BADUNG, Kilasbali.com– Penerimaan Peserta Didik Baru (PPDB) tahun ajaran 2019/2020 dikhawatirkan kembali akan terjadi Carut marut, seperti halnya tahun ajaran sebelumnya. Apalagi, PPDB tahun ajaran ini akan berubah dengan menerapkan Permendikbud Nomor 51 Tahun 2018 tentang Sistem Penerimaan Peserta Didik Baru.
Hal tersebut dikatakan Pengamat Pendidikan, Dr. Drs. I Made Gede Putra Wijaya, SH., M.Si., saat ditemui di Latu Gerih, Abiansemal, Badung. “Harapan saya, jangan sampai terjadi karut marut seperti PPDB tahun ajaran 2018/2019. Yakni carut marutnya, ketika kuota yang ada dalam satu sekolah yang dituju anak, melebihi jumlah kuota yang disediakan sekolah,” jelasnya. Menurutnya, dalam Permendikbud tersebut terdapat perbedaan dalam penerimaan siswa baru. “Kalau dulu terdapat empat jalur PPDB. Namun dalam Permendikbud No. 51 ini, ada tiga jalur sebagi syarat dalam penerimaan siswa,” tambahnya.
Adapun jalur tersebut, jelas Putra Wijaya, yakni melalui jalur zonasi sebesar 90% dari jumlah kuota sekolah, prestasi 5%, dan jalur perpindahan bagi anak TNI/Polri, dan PNS. Di mana jika tidak terpenuhi jalur prestasi maupun perpindahan, akan dikembalikan ke jalur zonasi. “Saya juga sangat mengkhawatirkan jalur zonasi sebesar 90% itu, karena jumlah siswa yang dekat dengan sekolah bisa melebihi dari kuota yang dialokasikan dalam sekolah itu. Jadi itu harus ada indikator yang jelas untuk menjaringnya. Apakah menggunakan nilai ujian nasional atau apa? Itu harus jelas,” tegasnya.

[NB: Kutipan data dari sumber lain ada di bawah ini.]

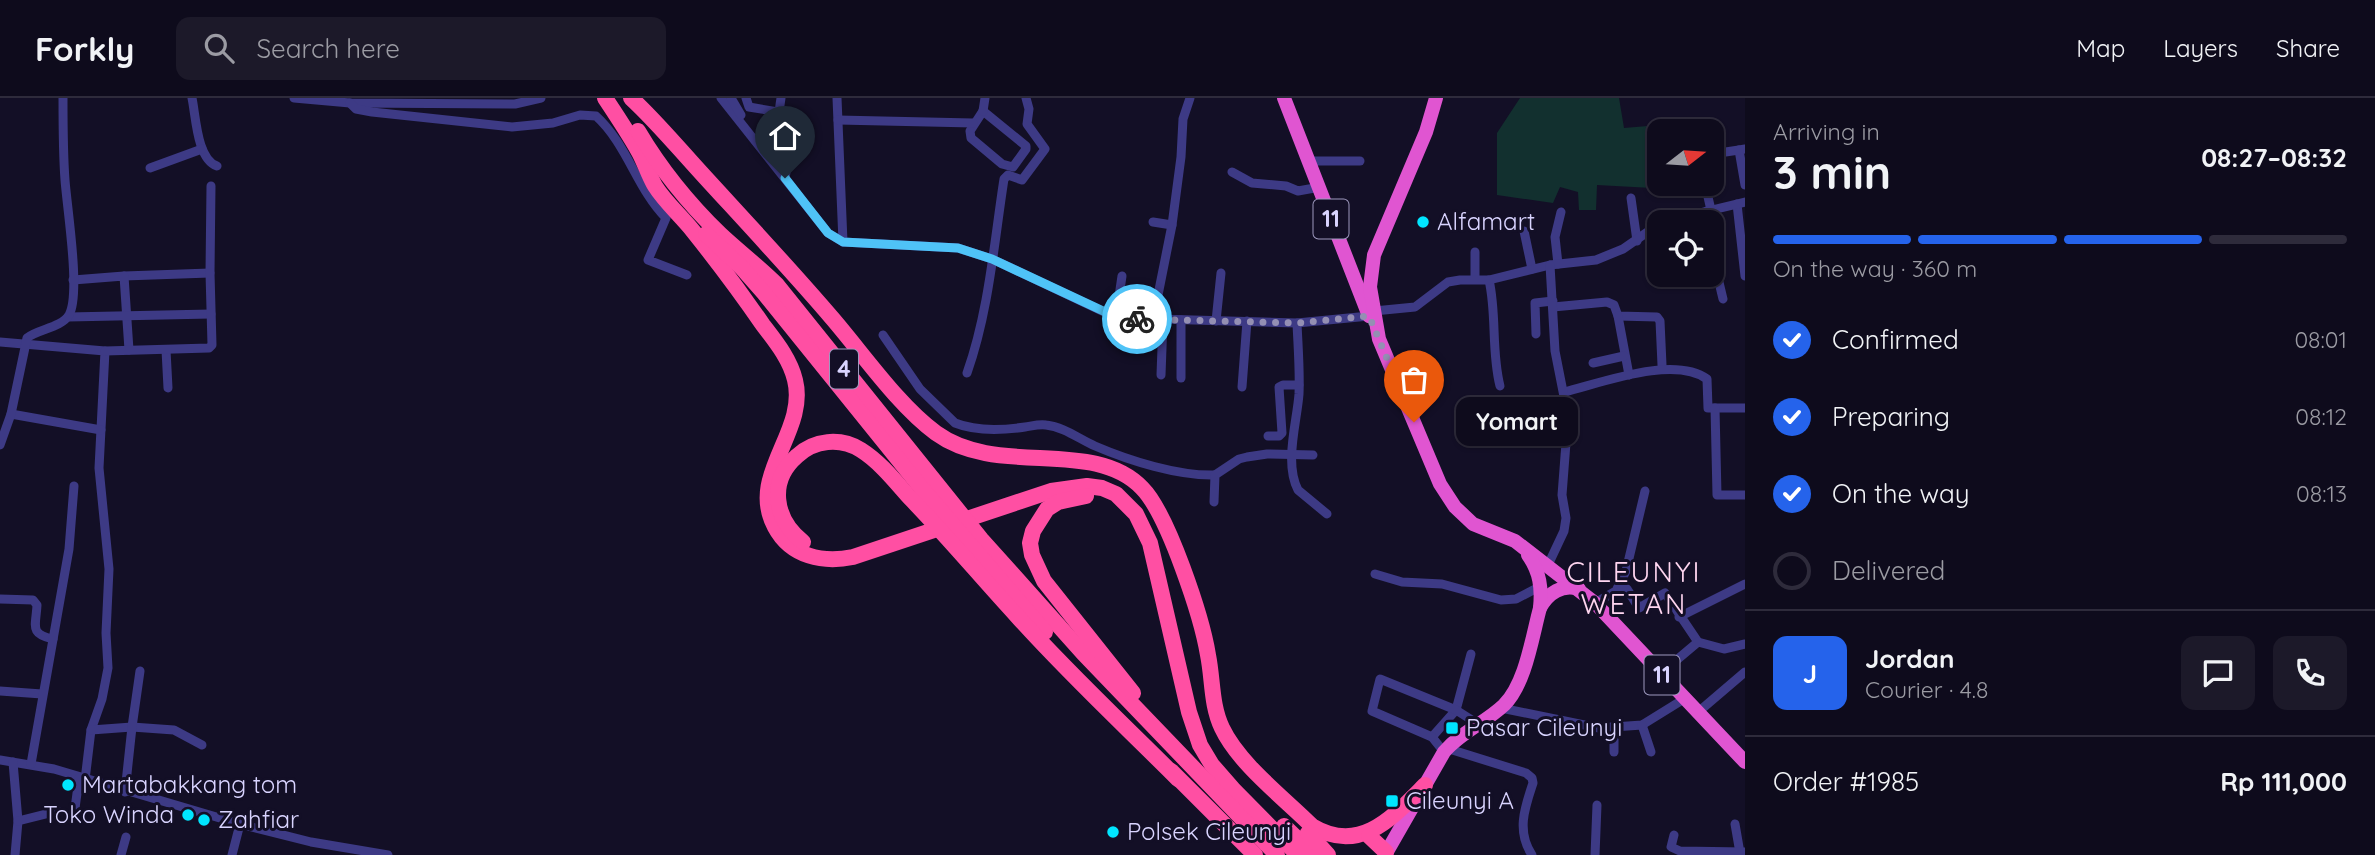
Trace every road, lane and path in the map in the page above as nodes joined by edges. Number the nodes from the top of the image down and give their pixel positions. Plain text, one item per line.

Lebih lanjut Putra Wijaya mencontohkan, jika jalur sonazi tersebut terdapat 1.000 siswa, sedangkan daya tampung sekolah hanya 360 siswa, maka harus jelas indikator untuk menjaring siswa di sekolah yang dituju “Memang Kemendikbud meminta sekolah untuk melakukan pendataan siswa. Tetapi kalau lebih, maka harus ada pemikiran bersama untuk mencari solusi, sehingga tidak menimbulkan kekisruhan,” bebernya.

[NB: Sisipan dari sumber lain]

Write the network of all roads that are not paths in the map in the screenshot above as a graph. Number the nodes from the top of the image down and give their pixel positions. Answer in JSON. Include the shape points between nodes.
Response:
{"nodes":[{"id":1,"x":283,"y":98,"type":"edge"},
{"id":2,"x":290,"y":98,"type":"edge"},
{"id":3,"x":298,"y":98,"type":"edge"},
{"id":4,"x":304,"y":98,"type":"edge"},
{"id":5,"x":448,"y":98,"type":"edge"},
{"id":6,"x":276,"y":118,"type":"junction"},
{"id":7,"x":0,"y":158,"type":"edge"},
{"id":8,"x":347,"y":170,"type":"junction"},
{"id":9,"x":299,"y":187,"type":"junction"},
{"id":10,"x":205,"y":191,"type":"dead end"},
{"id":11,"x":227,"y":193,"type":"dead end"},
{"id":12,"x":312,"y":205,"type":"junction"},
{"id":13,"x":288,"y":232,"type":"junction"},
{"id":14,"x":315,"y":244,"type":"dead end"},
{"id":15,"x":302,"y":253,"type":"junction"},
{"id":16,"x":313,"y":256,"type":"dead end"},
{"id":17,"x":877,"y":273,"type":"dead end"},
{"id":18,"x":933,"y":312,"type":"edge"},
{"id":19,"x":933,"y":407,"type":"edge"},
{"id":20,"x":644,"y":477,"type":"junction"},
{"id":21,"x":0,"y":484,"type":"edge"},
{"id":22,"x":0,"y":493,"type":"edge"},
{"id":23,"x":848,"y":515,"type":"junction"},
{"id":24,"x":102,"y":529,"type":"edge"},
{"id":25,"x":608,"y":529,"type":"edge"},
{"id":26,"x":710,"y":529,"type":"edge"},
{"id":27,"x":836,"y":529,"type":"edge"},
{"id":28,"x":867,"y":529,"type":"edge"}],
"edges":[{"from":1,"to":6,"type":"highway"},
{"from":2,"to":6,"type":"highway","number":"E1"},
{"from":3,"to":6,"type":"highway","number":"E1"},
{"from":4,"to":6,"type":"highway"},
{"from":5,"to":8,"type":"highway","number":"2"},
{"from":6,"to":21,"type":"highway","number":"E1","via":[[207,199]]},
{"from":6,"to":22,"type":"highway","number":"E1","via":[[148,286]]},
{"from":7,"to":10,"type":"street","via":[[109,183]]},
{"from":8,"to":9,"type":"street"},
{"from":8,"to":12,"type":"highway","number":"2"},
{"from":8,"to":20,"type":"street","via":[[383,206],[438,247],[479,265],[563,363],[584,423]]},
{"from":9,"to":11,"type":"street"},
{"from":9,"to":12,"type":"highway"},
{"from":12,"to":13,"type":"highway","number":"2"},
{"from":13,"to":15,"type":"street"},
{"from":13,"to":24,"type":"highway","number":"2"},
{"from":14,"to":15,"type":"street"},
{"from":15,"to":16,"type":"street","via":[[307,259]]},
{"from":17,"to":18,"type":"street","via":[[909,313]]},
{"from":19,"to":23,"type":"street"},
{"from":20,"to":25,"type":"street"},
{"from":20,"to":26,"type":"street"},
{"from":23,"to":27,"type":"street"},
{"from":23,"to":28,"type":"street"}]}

Dalam kesempatan tersebut, Putra Wijaya juga menegaskan agar POS PPDB yang telah disetujui bersama, dijalankan secara konsisten. Bahkan melibatkan seluruh stake holder dalam pembahasan POS PPDB ini. “Jangan lagi ada pintu belakang (untuk penambahan siswa, red), atau diambil alih oleh DPR dalam PPDB dengan dalih ada anak-anak yang tidak tertampung di sekolah manapun, bahkan disebutkan tidak diterima di sekolah swasta. Tetapi kenyataannya, banyak sekolah swasta yang kosong kekurangan siswa, bahkan terpaksa tutup gara-gara tidak dapat siswa,” gerutunya.

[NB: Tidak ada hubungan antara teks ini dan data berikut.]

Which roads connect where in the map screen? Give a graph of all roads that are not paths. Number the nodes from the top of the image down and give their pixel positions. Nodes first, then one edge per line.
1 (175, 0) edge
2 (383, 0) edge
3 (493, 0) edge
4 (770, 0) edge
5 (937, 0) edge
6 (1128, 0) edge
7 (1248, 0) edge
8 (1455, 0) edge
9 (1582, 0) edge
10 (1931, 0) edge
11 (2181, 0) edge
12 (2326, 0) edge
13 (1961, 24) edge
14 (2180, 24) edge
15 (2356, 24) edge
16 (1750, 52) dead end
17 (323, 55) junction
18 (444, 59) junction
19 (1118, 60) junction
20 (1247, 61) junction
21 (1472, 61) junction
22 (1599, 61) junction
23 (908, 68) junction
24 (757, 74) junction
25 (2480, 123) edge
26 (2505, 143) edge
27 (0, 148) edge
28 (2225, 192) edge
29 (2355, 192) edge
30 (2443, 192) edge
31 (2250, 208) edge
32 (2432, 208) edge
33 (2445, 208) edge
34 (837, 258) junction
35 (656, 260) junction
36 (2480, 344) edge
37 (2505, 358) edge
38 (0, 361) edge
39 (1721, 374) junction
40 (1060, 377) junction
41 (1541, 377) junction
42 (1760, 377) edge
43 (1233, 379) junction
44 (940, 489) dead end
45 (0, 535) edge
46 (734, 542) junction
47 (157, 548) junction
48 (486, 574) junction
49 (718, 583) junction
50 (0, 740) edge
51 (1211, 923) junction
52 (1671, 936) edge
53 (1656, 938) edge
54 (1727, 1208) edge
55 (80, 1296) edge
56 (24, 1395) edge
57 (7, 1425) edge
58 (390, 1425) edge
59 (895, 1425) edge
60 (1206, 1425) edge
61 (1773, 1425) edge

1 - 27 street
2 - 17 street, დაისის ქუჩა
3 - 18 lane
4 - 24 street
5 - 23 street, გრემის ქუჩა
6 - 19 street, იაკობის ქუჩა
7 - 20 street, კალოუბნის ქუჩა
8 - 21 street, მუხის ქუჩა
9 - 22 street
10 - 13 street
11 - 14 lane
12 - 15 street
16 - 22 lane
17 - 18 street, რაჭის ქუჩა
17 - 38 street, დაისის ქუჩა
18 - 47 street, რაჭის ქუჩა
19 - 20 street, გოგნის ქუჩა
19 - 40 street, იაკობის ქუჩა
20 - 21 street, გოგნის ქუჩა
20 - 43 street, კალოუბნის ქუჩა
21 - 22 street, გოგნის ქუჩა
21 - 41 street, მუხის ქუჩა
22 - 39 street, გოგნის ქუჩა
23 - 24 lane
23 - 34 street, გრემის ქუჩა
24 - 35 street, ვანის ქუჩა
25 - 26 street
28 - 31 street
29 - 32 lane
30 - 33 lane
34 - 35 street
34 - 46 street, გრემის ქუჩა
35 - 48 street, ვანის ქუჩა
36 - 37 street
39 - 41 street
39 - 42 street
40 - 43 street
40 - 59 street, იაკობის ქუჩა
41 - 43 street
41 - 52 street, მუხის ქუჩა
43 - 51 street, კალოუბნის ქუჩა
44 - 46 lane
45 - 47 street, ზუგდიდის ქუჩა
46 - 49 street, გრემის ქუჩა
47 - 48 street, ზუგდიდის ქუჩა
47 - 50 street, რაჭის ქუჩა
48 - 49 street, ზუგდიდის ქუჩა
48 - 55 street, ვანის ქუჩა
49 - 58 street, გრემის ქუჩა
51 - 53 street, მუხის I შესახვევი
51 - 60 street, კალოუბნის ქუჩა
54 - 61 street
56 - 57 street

Sekolah swasta sendiri, jelas Putra Wijaya, tugas dan fungsinya sama dengan sekolah negeri yakni mencerdaskan bangsa, tidak kalah dengan sekolah negeri, bahkan lebih berat dari negeri. Sementara saat ditanya terkait isu yang berkembang di masyarakat bahwa sekolah negeri lebih murah dibandingkan dengan swasta? Putra Wijaya menjawab bahwa rumor yang berkembang itu tidak benar. Pasalnya sekolah negeri juga memungut bayaran yang disebut sumbangan sukarela. “Sekolah swasta lebih transparan dalam penerimaan pembayaran siswa atau SPP,” tandasnya. (jus/*KB).